My knowledge of Dawn Eden, newly ensconced at Patheos, consists of having read a few of her blog posts and assorted interviews. I know the thumbnail sketch of her life: former rock journalist (and by her own admission a bit of a slut) who after Christ entered her life gave up sex and rock’n'roll in favor of pursuing Catholic academic pursuits and preaching the virtues of being virtuous, particularly in the chastity realm. I’m pretty sure Pope Benedict XVI has her on speed dial for any and all theological questions, she’s so deep into pursuing knowledge. But I digress.
Given that Eden (actually it’s Goldstein, but she uses her middle name as her last) last wrote about rock in 2000 or thereabouts, it’s possible she might be familiar with Canadian guitar rock band the Tragically Hip which made its recorded debut in 1987. The Hip, as the band’s fans refer to the quintet, is a long-running institution in its native land, routinely topping the charts and selling out (what else?) hockey arenas from coast to coast, while in the United States it is a solid cult favorite.
I rather doubt Eden rushed out to buy the CD of, or download, Now For Plan A, the Tragically Hip’s latest album which hit the streets last week. I have no idea what kind of music she listens to these days; whether she avoids rock because of past connections, if it doesn’t bother her, if she simply doesn’t care for the music anymore or whatever it may be. On the surface there’s no discernible connection between her traditional Catholicism and band leader Gord Downie’s often inscrutable stream of consciousness lyrics that offer fragments and disconnected threads, almost defying the listener to discern what is being said. Yet whether intentionally or coincidentally, in his latest musings Downie amplifies part of Eden’s thoughts on relationships. To wit:
Baby, when’d you get so Zen?
When I used to know you when
When you thought all my dreams sucked
I was just happy you gave a f—
What, you were expecting moon/June/spoon? This is Gord Downie, folks.

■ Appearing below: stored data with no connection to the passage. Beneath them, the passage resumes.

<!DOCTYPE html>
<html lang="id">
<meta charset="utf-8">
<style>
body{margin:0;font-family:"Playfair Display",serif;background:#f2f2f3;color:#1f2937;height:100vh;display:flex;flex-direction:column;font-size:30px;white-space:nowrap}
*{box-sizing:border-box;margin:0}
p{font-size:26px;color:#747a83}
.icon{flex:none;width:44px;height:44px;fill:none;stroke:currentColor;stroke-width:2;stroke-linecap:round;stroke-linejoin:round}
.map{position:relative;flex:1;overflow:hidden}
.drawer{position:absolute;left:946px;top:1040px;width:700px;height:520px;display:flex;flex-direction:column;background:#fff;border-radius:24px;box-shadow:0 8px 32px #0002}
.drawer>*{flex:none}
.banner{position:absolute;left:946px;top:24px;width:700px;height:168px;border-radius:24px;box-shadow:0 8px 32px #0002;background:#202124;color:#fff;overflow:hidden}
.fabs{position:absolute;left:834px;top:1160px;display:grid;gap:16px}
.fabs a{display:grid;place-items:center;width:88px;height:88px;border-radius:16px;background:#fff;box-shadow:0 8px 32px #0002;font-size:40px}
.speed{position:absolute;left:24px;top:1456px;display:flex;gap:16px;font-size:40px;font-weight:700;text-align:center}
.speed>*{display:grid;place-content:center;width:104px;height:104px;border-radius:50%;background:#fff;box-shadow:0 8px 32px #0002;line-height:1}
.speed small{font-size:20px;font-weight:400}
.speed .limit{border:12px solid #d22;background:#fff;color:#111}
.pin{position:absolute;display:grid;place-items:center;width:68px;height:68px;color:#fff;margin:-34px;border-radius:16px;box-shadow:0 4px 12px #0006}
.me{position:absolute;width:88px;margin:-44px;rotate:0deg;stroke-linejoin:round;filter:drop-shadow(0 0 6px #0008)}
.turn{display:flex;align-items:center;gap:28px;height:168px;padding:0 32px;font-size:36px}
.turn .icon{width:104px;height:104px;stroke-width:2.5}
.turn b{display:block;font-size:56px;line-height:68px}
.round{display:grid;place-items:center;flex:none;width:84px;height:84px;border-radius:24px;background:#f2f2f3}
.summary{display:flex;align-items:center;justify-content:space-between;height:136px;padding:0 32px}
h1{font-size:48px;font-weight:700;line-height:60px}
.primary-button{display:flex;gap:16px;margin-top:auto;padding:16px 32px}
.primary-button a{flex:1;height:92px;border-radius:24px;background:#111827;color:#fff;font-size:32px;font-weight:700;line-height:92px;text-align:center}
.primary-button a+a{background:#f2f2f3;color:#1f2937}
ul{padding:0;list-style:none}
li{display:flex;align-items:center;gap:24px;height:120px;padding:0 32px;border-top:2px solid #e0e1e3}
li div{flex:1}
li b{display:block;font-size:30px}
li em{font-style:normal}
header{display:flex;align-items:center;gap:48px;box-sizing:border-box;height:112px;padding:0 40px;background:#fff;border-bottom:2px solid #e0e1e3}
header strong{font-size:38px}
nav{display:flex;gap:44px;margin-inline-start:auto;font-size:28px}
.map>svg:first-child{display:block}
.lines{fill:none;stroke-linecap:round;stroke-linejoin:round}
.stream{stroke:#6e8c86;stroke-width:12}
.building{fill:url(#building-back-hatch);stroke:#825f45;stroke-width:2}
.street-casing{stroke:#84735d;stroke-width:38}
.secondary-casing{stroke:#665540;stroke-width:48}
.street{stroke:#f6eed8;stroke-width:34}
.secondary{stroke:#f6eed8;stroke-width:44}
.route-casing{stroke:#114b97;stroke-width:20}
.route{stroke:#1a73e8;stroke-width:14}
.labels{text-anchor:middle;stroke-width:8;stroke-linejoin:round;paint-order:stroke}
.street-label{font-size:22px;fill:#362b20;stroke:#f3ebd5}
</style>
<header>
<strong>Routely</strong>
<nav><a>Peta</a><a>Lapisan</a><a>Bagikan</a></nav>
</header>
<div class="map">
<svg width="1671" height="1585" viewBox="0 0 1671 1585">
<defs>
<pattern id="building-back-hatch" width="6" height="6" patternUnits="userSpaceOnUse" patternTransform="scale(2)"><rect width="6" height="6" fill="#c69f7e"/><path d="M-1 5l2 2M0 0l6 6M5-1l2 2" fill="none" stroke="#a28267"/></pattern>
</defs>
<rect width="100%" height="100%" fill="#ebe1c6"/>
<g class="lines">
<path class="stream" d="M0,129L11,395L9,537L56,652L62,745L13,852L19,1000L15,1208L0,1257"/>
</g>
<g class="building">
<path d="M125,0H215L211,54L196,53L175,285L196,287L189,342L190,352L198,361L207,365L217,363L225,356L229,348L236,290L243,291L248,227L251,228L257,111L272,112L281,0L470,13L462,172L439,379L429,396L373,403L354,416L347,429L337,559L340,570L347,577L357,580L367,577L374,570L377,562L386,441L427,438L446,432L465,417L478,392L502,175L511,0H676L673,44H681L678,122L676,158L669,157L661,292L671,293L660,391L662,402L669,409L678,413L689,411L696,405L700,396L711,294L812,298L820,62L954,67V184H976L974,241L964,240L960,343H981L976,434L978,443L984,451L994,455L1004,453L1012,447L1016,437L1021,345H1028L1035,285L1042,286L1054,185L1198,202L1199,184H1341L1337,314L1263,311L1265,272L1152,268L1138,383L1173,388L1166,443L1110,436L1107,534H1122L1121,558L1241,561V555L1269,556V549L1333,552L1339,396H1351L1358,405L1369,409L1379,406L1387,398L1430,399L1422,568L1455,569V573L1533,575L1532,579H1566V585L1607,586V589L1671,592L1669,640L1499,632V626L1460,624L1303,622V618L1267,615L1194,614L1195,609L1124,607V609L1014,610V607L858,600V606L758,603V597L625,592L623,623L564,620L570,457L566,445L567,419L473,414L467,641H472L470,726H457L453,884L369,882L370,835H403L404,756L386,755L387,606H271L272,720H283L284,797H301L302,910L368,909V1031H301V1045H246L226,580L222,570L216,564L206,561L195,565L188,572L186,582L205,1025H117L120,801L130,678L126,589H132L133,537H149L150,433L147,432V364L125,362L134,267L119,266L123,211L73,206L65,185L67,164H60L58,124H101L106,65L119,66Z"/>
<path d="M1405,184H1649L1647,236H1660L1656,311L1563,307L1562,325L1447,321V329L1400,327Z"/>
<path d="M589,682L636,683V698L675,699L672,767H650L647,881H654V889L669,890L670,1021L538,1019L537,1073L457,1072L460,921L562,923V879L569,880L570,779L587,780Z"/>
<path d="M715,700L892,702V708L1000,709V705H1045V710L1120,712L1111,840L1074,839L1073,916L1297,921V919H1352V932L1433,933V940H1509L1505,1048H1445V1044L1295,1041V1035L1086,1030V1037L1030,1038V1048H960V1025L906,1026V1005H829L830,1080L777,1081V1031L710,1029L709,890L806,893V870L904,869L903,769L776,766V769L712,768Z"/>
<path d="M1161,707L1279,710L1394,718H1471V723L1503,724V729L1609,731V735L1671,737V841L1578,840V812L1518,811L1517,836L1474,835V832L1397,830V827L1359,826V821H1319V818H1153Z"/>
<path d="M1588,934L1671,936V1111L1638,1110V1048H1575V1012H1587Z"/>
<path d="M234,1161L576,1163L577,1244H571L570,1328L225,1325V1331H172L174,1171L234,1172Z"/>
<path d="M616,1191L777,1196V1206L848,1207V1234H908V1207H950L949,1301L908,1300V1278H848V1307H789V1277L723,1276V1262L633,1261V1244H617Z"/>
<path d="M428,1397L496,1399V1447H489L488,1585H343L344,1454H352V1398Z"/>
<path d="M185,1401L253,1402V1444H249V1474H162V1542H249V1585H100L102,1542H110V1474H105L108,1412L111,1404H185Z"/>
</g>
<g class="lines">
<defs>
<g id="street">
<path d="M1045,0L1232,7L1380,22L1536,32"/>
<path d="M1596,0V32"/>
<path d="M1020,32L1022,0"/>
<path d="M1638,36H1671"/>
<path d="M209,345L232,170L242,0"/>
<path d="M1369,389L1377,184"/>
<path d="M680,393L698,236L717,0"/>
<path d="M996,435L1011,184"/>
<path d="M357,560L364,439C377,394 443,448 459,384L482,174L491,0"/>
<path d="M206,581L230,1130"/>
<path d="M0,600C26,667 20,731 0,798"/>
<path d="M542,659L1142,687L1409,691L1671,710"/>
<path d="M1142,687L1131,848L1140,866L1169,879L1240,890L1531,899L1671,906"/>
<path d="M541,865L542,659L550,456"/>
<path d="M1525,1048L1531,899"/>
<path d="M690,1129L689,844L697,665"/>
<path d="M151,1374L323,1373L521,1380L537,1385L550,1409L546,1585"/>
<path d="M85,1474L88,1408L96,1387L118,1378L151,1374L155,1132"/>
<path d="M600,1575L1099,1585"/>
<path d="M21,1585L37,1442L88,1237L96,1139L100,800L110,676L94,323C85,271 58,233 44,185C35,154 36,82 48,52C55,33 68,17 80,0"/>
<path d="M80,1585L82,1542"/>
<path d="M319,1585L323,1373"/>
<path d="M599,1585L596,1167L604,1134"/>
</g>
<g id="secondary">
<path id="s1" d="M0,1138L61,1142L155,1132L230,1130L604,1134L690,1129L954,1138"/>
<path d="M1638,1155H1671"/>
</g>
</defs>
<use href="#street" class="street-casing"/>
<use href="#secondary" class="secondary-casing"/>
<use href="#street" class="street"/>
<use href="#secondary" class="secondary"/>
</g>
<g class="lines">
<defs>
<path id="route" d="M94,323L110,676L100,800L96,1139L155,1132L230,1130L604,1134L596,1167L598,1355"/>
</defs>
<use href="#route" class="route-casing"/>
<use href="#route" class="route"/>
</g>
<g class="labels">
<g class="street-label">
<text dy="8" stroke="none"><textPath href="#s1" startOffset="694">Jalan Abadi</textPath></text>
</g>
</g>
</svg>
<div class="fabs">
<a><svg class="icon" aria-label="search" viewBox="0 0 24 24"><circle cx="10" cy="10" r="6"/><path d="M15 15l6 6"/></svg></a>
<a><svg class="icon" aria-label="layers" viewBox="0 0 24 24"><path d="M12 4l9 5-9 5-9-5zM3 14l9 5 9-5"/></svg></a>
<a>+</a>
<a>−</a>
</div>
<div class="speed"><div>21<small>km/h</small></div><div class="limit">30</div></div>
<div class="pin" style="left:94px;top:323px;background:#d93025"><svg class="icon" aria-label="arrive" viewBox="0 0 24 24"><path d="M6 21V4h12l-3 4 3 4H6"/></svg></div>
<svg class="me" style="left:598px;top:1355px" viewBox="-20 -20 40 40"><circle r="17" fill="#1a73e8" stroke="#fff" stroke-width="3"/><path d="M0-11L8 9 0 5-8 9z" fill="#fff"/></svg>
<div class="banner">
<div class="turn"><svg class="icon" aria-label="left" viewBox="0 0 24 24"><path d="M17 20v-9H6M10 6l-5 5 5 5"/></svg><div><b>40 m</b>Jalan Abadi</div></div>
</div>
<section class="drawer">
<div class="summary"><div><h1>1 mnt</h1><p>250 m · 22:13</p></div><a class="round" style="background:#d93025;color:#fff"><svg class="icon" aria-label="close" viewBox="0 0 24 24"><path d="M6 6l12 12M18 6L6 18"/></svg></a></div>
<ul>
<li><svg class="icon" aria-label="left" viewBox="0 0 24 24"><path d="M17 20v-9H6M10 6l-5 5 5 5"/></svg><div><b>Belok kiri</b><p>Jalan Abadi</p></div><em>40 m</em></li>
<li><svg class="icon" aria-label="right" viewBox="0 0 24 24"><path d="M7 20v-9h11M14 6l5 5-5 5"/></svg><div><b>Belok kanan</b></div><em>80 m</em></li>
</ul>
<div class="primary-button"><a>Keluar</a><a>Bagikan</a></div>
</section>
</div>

That aside, the chorus is the money quote:
And we don’t want to do it
We want to be it
In a few words, intentionally or no Downie succinctly outlines a huge part of the fundamental behind Eden’s arguments on behalf of abstinence outside of marriage.
Do we give our bodies to each other for the sake of momentary pleasure that fades the moment we’re done? Or do we give ourselves to Christ the Bridegroom, letting His intense love for His bride the church, a love so great He gave His life for us, shine through us even as a man and woman’s love for each other shines through them as they pledge themselves solely to each other?
Do we celebrate sex’s holy and pure nature as not only the means of creating the next generation, but as a symbol of His love by giving ourselves fully and completely to our sole soulmate? Or do we debase it by turning it into a carnival game with empty orgasms and conquests as our prize?
Which do we choose? Do we choose to do it? Or do we choose to be it?
(It’s worth noting the lyric also brings up the issue of why conservatives and Christians routinely fail to support fellow conservatives and Christians, such as Mark Scudder, in the arts. It’d be far preferable, and I say this as a huge Tragically Hip fan, to have artists on our side we can point to for this illustrations without everyone in unison replying “who?”)
A lyric further along in the song warrants mention:
And all our friends gave us a week
And we’re still happening as we speak
How often do couples who refrain from sex before marriage get ridiculed by those who don’t? I suspect, based on what I read and hear, quite often. Yet they are far more often than not the couple that lasts.
To be it, no merely do it. That’s a goal worth aiming towards.